**ACTIVITY:** Present the lines below again, exactly as they stand.
*** Begin section ***
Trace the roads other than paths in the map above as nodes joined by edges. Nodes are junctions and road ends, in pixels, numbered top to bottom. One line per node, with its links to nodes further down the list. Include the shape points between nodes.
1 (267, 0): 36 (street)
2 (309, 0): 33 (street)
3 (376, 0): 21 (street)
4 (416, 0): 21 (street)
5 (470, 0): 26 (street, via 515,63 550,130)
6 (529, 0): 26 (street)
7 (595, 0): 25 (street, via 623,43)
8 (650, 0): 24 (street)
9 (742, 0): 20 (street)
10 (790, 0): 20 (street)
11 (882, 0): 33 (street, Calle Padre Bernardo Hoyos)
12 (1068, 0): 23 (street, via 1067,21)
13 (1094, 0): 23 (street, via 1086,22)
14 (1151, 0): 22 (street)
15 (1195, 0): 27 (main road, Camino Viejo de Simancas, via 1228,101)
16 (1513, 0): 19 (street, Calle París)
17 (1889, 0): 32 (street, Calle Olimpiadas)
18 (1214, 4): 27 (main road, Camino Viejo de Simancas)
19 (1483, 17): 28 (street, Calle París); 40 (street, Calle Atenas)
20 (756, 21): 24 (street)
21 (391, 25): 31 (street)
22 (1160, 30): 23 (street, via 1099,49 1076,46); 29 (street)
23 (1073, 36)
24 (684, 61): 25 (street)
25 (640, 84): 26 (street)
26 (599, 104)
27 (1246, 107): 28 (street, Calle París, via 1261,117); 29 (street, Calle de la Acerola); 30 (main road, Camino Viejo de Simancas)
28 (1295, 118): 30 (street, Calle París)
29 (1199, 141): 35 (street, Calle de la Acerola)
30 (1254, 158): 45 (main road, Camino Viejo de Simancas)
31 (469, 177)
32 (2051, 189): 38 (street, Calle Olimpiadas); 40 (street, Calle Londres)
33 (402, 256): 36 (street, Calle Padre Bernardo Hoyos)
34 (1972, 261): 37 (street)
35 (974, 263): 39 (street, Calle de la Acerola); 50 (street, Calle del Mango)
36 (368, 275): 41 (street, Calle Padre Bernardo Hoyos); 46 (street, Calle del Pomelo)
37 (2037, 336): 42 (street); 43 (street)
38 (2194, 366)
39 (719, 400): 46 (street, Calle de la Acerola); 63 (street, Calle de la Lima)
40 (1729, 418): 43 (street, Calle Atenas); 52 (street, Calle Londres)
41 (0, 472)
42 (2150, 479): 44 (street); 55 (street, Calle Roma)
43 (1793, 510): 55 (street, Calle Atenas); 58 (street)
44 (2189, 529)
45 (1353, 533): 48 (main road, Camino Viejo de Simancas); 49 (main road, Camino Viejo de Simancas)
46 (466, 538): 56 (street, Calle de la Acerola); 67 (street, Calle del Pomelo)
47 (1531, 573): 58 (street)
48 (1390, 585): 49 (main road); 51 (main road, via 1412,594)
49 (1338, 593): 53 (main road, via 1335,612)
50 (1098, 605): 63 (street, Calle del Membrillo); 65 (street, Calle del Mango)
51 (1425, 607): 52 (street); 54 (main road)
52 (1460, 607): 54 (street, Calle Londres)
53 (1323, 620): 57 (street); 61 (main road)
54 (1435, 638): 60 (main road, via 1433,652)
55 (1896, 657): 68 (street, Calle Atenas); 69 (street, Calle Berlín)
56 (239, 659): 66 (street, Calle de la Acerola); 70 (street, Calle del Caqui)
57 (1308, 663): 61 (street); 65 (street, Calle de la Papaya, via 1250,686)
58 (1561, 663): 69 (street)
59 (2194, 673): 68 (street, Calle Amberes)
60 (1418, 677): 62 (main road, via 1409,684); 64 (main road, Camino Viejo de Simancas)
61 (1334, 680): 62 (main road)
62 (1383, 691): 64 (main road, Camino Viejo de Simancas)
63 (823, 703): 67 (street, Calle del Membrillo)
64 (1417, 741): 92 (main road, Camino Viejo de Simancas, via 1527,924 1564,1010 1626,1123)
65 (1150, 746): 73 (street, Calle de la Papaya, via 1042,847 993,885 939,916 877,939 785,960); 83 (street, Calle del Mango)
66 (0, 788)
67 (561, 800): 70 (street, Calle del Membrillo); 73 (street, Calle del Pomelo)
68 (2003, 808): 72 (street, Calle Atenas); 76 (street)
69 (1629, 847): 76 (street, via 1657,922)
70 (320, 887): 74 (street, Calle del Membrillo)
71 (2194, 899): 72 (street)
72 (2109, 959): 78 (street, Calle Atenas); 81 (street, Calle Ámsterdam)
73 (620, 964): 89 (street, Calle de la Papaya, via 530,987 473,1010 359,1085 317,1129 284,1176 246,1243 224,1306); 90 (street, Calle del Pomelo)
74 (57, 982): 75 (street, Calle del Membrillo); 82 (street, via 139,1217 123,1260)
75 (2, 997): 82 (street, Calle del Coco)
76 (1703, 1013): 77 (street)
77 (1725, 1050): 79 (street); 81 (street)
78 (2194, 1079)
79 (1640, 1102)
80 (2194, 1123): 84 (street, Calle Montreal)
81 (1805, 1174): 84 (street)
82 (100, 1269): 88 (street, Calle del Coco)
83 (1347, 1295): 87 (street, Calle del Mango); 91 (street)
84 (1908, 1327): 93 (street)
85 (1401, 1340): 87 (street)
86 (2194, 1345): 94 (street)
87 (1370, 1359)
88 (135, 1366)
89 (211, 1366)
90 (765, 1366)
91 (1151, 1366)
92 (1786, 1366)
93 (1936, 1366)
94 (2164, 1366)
*** End section ***
**EXERCISE RESULT:**
Trace the roads other than paths in the map above as nodes joined by edges. Nodes are junctions and road ends, in pixels, numbered top to bottom. One line per node, with its links to nodes further down the list. Include the shape points between nodes.
1 (267, 0): 36 (street)
2 (309, 0): 33 (street)
3 (376, 0): 21 (street)
4 (416, 0): 21 (street)
5 (470, 0): 26 (street, via 515,63 550,130)
6 (529, 0): 26 (street)
7 (595, 0): 25 (street, via 623,43)
8 (650, 0): 24 (street)
9 (742, 0): 20 (street)
10 (790, 0): 20 (street)
11 (882, 0): 33 (street, Calle Padre Bernardo Hoyos)
12 (1068, 0): 23 (street, via 1067,21)
13 (1094, 0): 23 (street, via 1086,22)
14 (1151, 0): 22 (street)
15 (1195, 0): 27 (main road, Camino Viejo de Simancas, via 1228,101)
16 (1513, 0): 19 (street, Calle París)
17 (1889, 0): 32 (street, Calle Olimpiadas)
18 (1214, 4): 27 (main road, Camino Viejo de Simancas)
19 (1483, 17): 28 (street, Calle París); 40 (street, Calle Atenas)
20 (756, 21): 24 (street)
21 (391, 25): 31 (street)
22 (1160, 30): 23 (street, via 1099,49 1076,46); 29 (street)
23 (1073, 36)
24 (684, 61): 25 (street)
25 (640, 84): 26 (street)
26 (599, 104)
27 (1246, 107): 28 (street, Calle París, via 1261,117); 29 (street, Calle de la Acerola); 30 (main road, Camino Viejo de Simancas)
28 (1295, 118): 30 (street, Calle París)
29 (1199, 141): 35 (street, Calle de la Acerola)
30 (1254, 158): 45 (main road, Camino Viejo de Simancas)
31 (469, 177)
32 (2051, 189): 38 (street, Calle Olimpiadas); 40 (street, Calle Londres)
33 (402, 256): 36 (street, Calle Padre Bernardo Hoyos)
34 (1972, 261): 37 (street)
35 (974, 263): 39 (street, Calle de la Acerola); 50 (street, Calle del Mango)
36 (368, 275): 41 (street, Calle Padre Bernardo Hoyos); 46 (street, Calle del Pomelo)
37 (2037, 336): 42 (street); 43 (street)
38 (2194, 366)
39 (719, 400): 46 (street, Calle de la Acerola); 63 (street, Calle de la Lima)
40 (1729, 418): 43 (street, Calle Atenas); 52 (street, Calle Londres)
41 (0, 472)
42 (2150, 479): 44 (street); 55 (street, Calle Roma)
43 (1793, 510): 55 (street, Calle Atenas); 58 (street)
44 (2189, 529)
45 (1353, 533): 48 (main road, Camino Viejo de Simancas); 49 (main road, Camino Viejo de Simancas)
46 (466, 538): 56 (street, Calle de la Acerola); 67 (street, Calle del Pomelo)
47 (1531, 573): 58 (street)
48 (1390, 585): 49 (main road); 51 (main road, via 1412,594)
49 (1338, 593): 53 (main road, via 1335,612)
50 (1098, 605): 63 (street, Calle del Membrillo); 65 (street, Calle del Mango)
51 (1425, 607): 52 (street); 54 (main road)
52 (1460, 607): 54 (street, Calle Londres)
53 (1323, 620): 57 (street); 61 (main road)
54 (1435, 638): 60 (main road, via 1433,652)
55 (1896, 657): 68 (street, Calle Atenas); 69 (street, Calle Berlín)
56 (239, 659): 66 (street, Calle de la Acerola); 70 (street, Calle del Caqui)
57 (1308, 663): 61 (street); 65 (street, Calle de la Papaya, via 1250,686)
58 (1561, 663): 69 (street)
59 (2194, 673): 68 (street, Calle Amberes)
60 (1418, 677): 62 (main road, via 1409,684); 64 (main road, Camino Viejo de Simancas)
61 (1334, 680): 62 (main road)
62 (1383, 691): 64 (main road, Camino Viejo de Simancas)
63 (823, 703): 67 (street, Calle del Membrillo)
64 (1417, 741): 92 (main road, Camino Viejo de Simancas, via 1527,924 1564,1010 1626,1123)
65 (1150, 746): 73 (street, Calle de la Papaya, via 1042,847 993,885 939,916 877,939 785,960); 83 (street, Calle del Mango)
66 (0, 788)
67 (561, 800): 70 (street, Calle del Membrillo); 73 (street, Calle del Pomelo)
68 (2003, 808): 72 (street, Calle Atenas); 76 (street)
69 (1629, 847): 76 (street, via 1657,922)
70 (320, 887): 74 (street, Calle del Membrillo)
71 (2194, 899): 72 (street)
72 (2109, 959): 78 (street, Calle Atenas); 81 (street, Calle Ámsterdam)
73 (620, 964): 89 (street, Calle de la Papaya, via 530,987 473,1010 359,1085 317,1129 284,1176 246,1243 224,1306); 90 (street, Calle del Pomelo)
74 (57, 982): 75 (street, Calle del Membrillo); 82 (street, via 139,1217 123,1260)
75 (2, 997): 82 (street, Calle del Coco)
76 (1703, 1013): 77 (street)
77 (1725, 1050): 79 (street); 81 (street)
78 (2194, 1079)
79 (1640, 1102)
80 (2194, 1123): 84 (street, Calle Montreal)
81 (1805, 1174): 84 (street)
82 (100, 1269): 88 (street, Calle del Coco)
83 (1347, 1295): 87 (street, Calle del Mango); 91 (street)
84 (1908, 1327): 93 (street)
85 (1401, 1340): 87 (street)
86 (2194, 1345): 94 (street)
87 (1370, 1359)
88 (135, 1366)
89 (211, 1366)
90 (765, 1366)
91 (1151, 1366)
92 (1786, 1366)
93 (1936, 1366)
94 (2164, 1366)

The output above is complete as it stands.